** Opening AVAILABLE RECORDS block **

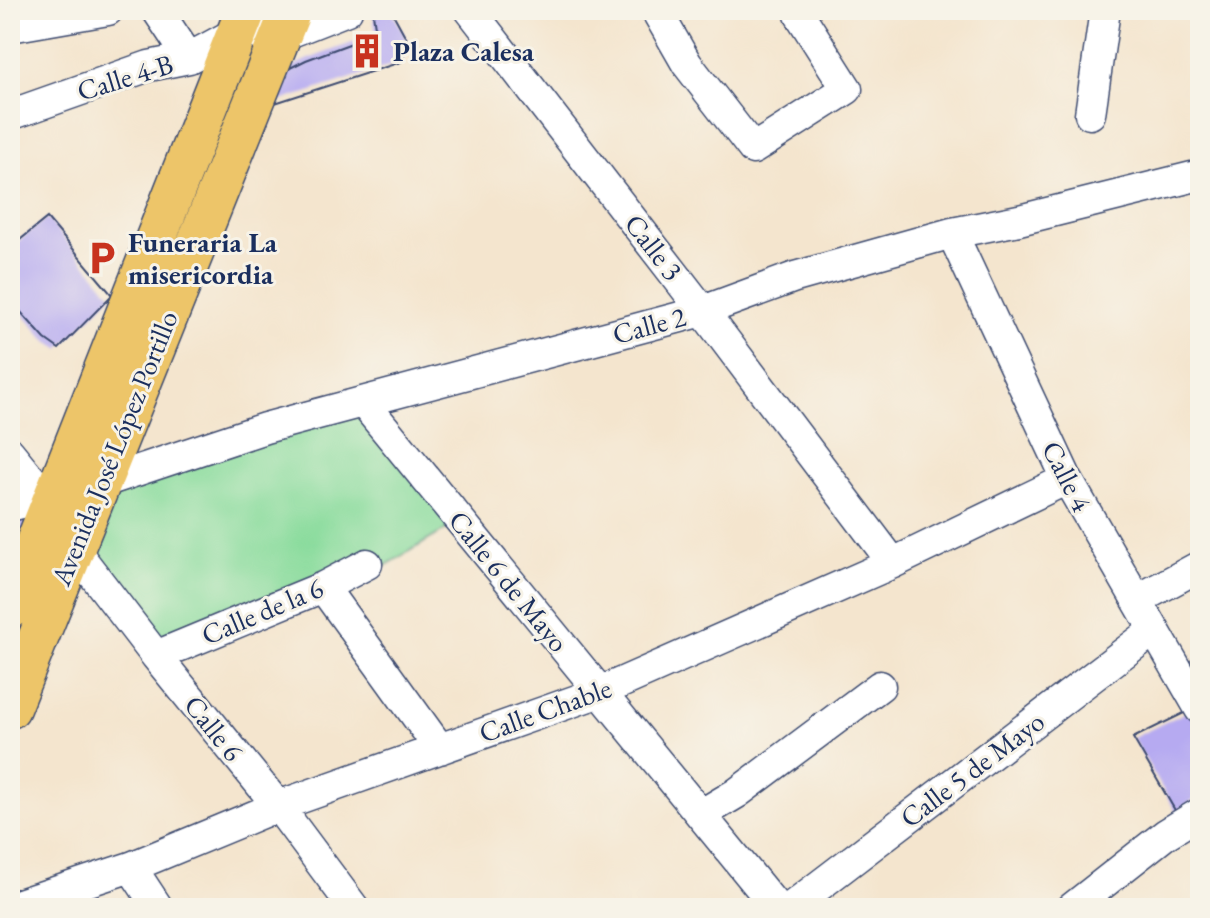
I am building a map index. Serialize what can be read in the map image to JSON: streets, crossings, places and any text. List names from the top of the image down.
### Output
{
  "streets": {
    "main road": ["Avenida José López Portillo"],
    "street": [
      "Calle 4-B",
      "Calle 3",
      "Calle 2",
      "Calle 4",
      "Calle 6 de Mayo",
      "Calle de la 6",
      "Calle Chable",
      "Calle 6",
      "Calle 5 de Mayo"
    ]
  },
  "crossings": [
    ["Calle 4-B", "Avenida José López Portillo"],
    ["Calle 3", "Calle 2"],
    ["Calle 3", "Calle Chable"],
    ["Calle 2", "Avenida José López Portillo"],
    ["Calle 2", "Calle 4"],
    ["Calle 2", "Calle 6 de Mayo"],
    ["Avenida José López Portillo", "Calle 6"],
    ["Calle 4", "Calle Chable"],
    ["Calle 4", "Calle 5 de Mayo"],
    ["Calle 6 de Mayo", "Calle Chable"],
    ["Calle de la 6", "Calle 6"],
    ["Calle Chable", "Calle 6"]
  ],
  "places": {
    "building": ["Plaza Calesa"],
    "parking": ["Funeraria La misericordia"]
  }
}
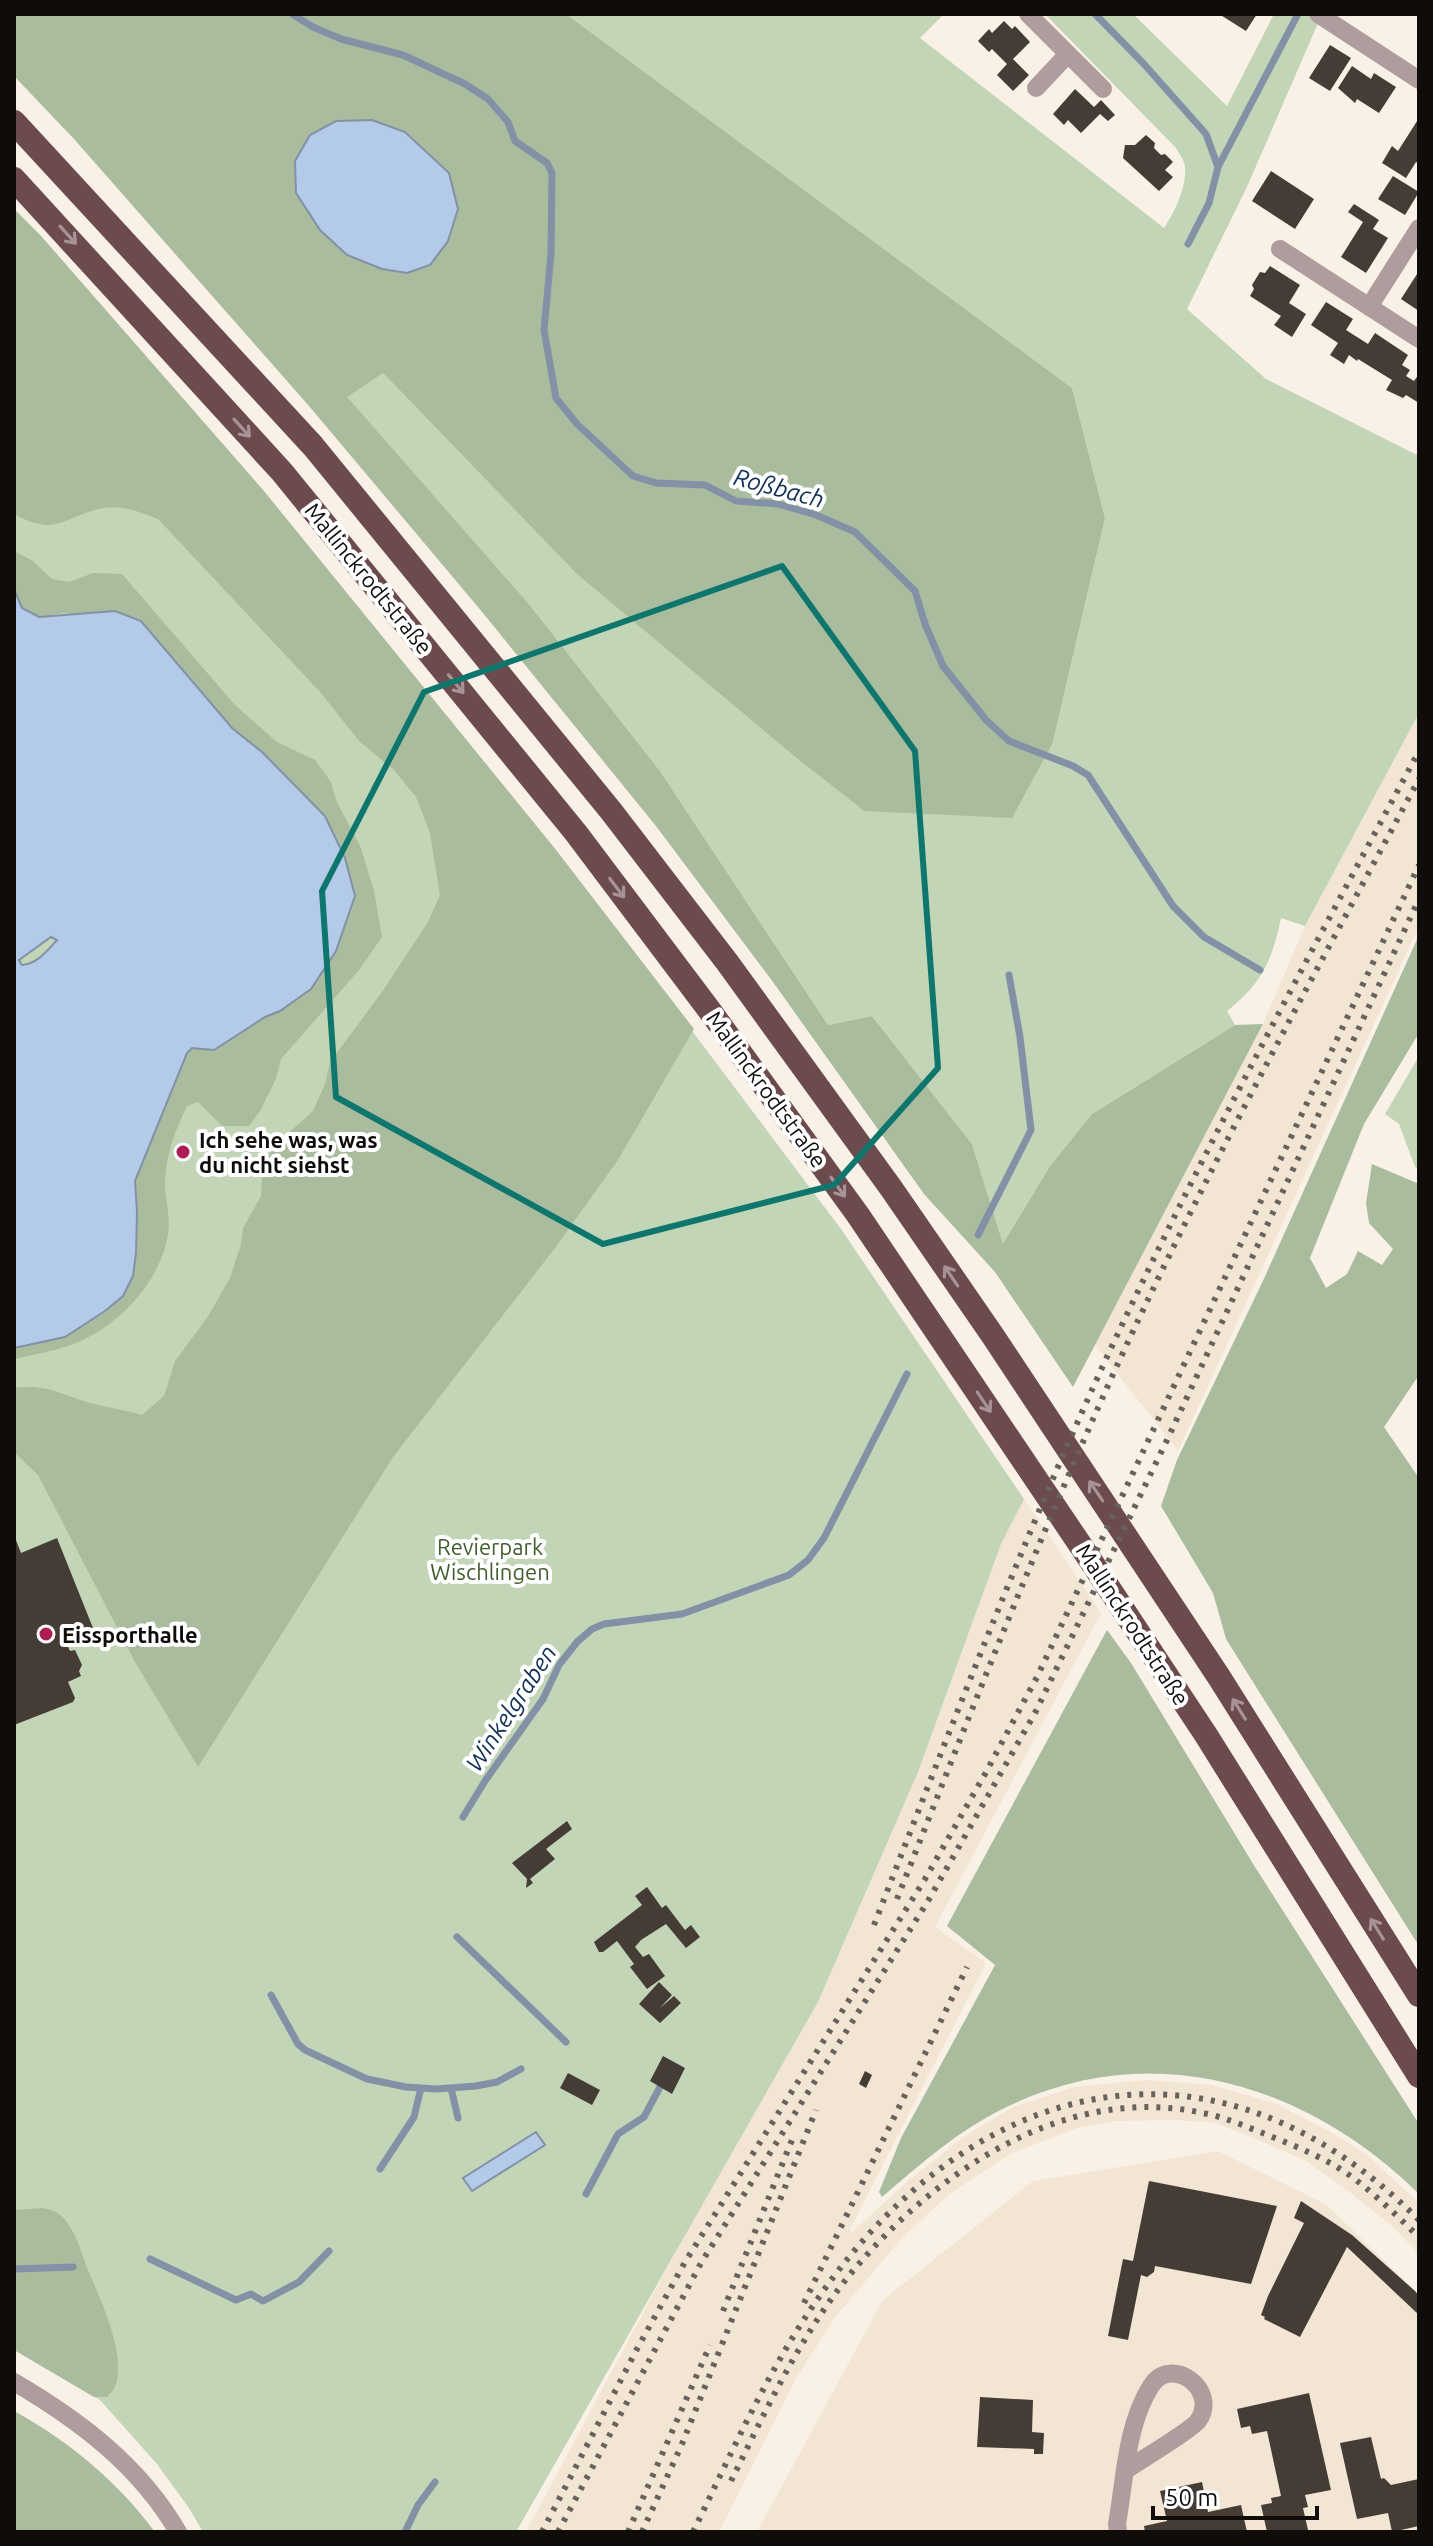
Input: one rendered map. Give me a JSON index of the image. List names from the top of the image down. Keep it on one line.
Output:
{"streets":{"highway":["Mallinckrodtstraße"]},"water":["Roßbach","Winkelgraben"],"parks":["Revierpark Wischlingen"],"places":["Ich sehe was, was du nicht siehst","Eissporthalle"],"scale_bar":"50 m"}
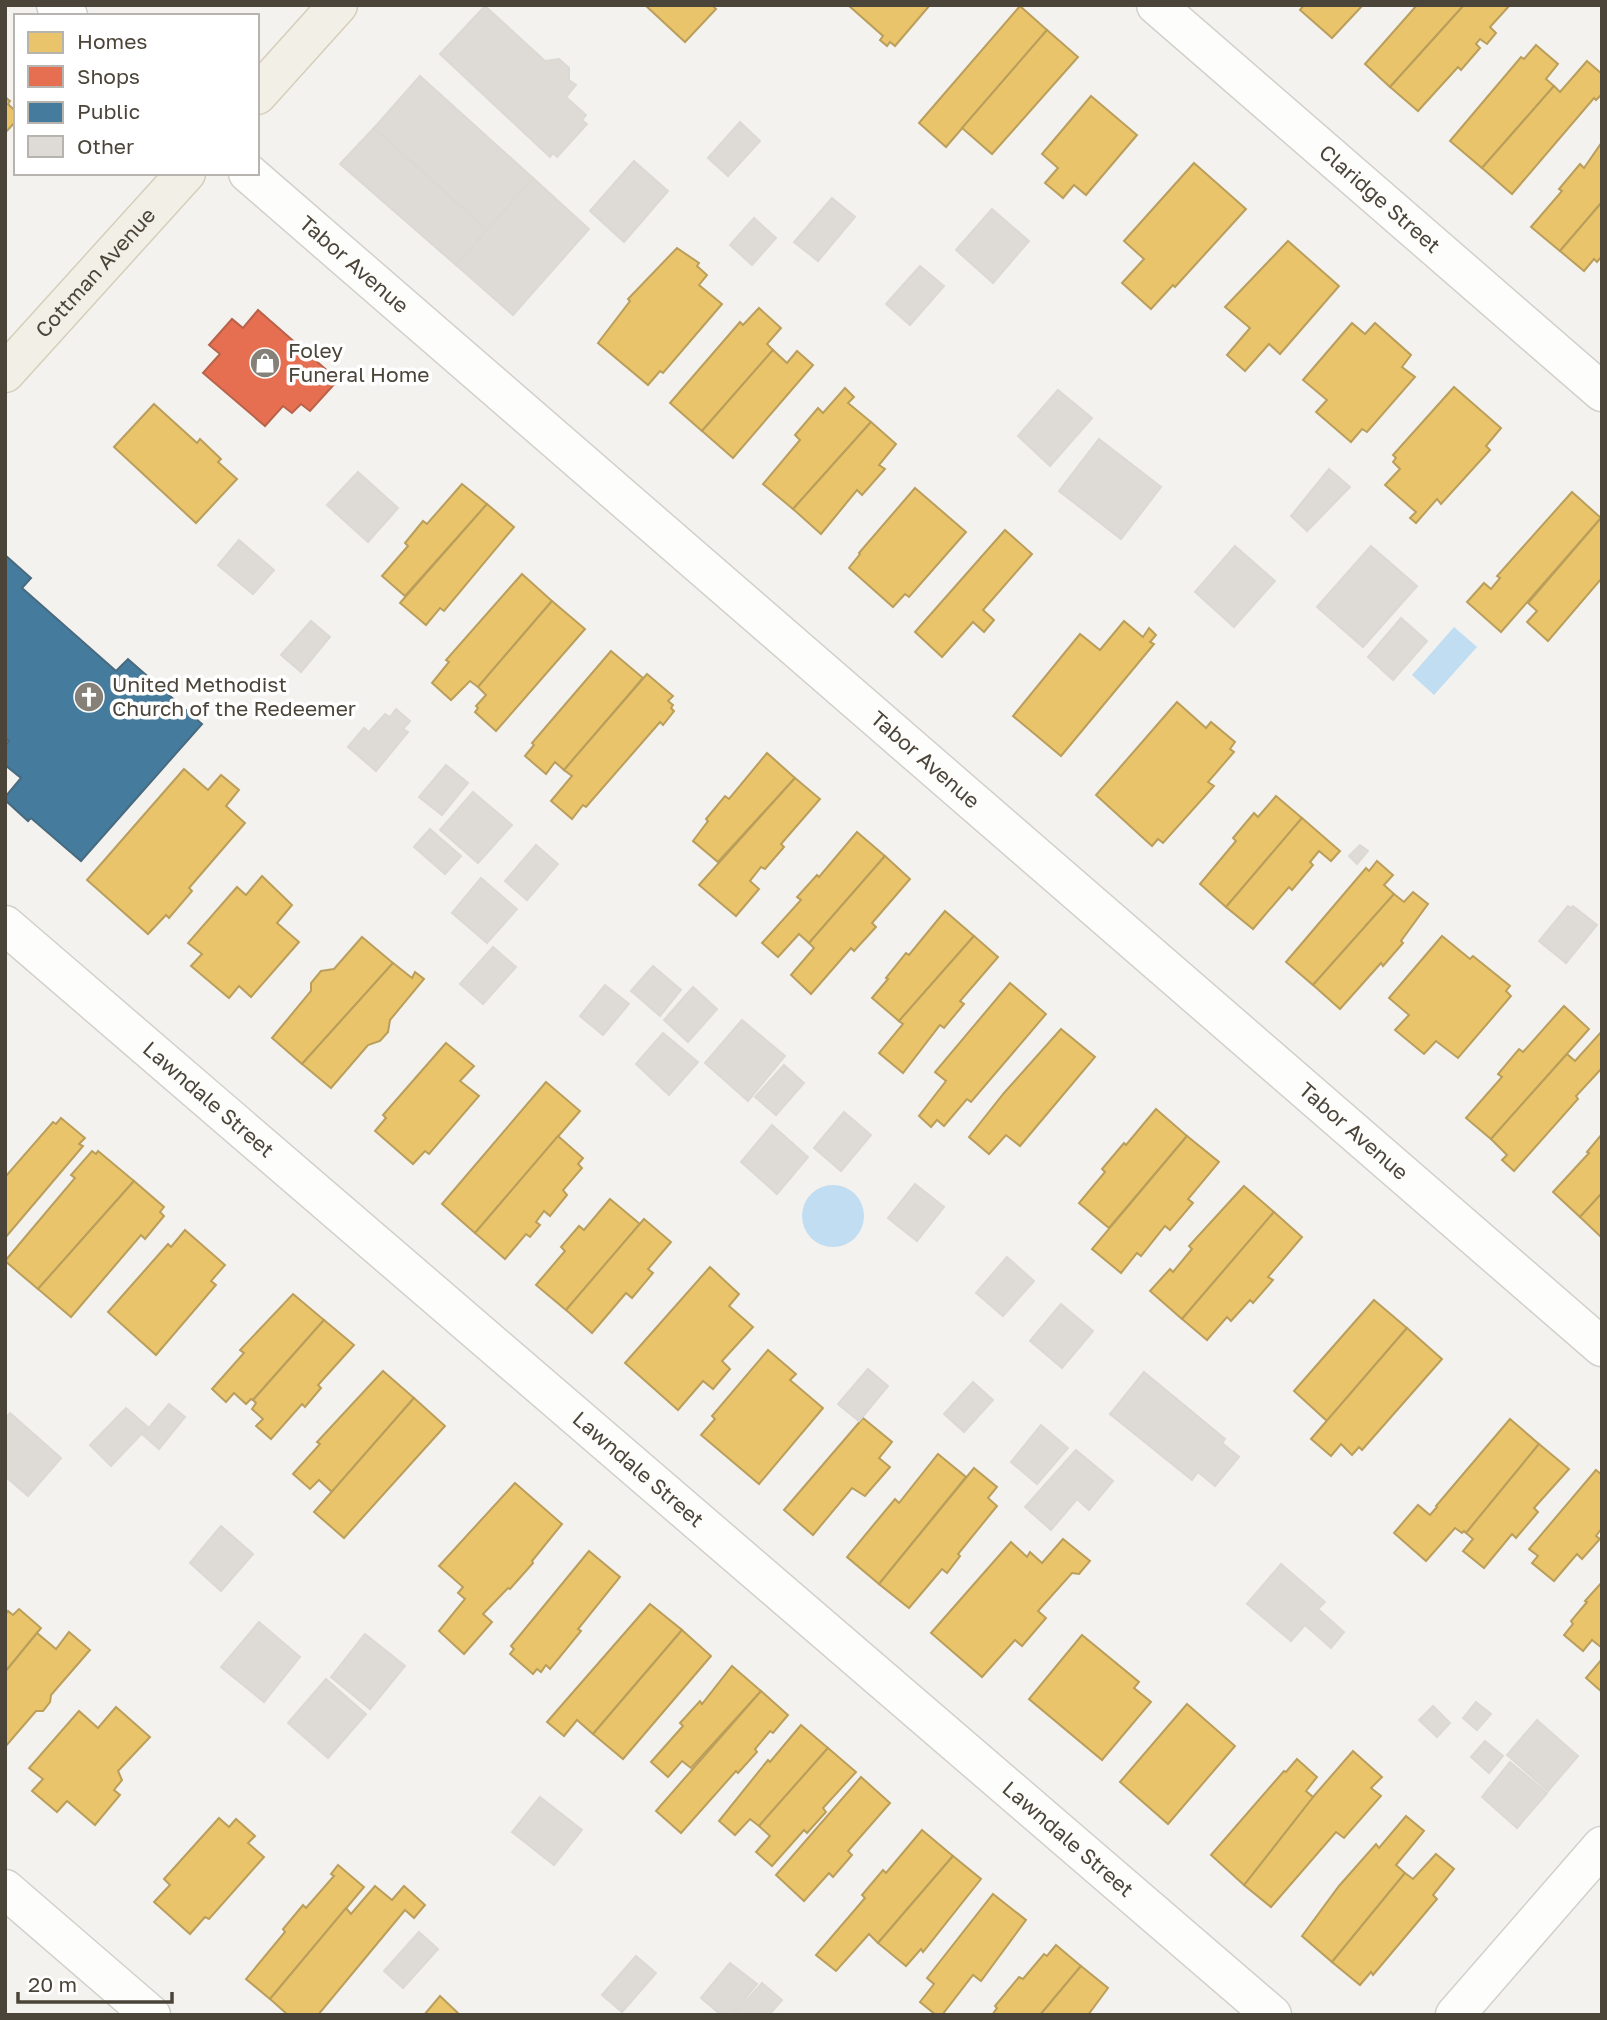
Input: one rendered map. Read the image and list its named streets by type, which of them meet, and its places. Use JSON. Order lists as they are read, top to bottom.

** Closing AVAILABLE RECORDS block **

• TASK STATEMENT
Look through the entries above; find each line with the word "read" and copy it.

• SOLUTION FOR THIS EXERCISE
I am building a map index. Serialize what can be read in the map image to JSON: streets, crossings, places and any text. List names from the top of the image down.
Input: one rendered map. Read the image and list its named streets by type, which of them meet, and its places. Use JSON. Order lists as they are read, top to bottom.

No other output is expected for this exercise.